* [Prompt]: Find every line of the records that has "Lima" and return it.

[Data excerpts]

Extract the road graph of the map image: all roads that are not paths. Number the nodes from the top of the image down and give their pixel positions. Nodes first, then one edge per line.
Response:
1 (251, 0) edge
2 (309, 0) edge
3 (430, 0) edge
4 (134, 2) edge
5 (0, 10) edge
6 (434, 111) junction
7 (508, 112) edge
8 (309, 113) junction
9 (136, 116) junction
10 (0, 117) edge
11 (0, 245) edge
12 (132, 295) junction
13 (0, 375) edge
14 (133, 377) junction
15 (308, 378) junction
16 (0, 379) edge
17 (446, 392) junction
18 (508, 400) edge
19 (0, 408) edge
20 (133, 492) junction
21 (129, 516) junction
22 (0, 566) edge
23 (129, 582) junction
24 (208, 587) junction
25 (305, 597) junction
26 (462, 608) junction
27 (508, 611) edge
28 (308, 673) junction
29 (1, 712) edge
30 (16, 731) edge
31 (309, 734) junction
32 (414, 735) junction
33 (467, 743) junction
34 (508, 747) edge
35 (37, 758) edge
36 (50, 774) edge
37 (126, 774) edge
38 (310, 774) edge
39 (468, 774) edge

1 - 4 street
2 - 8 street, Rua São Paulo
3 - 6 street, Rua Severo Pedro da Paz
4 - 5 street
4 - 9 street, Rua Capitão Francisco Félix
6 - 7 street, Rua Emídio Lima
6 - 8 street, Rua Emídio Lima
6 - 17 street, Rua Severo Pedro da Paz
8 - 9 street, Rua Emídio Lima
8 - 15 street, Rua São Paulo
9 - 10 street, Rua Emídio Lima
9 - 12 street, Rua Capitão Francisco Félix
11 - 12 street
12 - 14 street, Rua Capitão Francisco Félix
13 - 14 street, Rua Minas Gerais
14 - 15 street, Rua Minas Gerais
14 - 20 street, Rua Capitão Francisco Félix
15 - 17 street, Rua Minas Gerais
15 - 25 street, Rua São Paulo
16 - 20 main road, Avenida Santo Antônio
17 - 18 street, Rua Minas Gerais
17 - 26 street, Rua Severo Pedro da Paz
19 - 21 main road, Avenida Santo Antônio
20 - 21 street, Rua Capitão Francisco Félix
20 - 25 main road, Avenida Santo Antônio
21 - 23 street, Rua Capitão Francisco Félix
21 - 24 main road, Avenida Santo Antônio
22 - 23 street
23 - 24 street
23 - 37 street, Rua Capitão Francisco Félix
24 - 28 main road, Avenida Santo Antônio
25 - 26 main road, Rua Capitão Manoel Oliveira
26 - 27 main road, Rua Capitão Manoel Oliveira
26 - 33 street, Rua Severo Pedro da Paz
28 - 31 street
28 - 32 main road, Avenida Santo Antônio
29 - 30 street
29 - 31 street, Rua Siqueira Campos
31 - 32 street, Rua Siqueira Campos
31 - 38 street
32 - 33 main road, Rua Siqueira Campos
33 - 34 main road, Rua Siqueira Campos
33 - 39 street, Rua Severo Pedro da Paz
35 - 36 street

* [Answer box]:
6 - 7 street, Rua Emídio Lima
6 - 8 street, Rua Emídio Lima
8 - 9 street, Rua Emídio Lima
9 - 10 street, Rua Emídio Lima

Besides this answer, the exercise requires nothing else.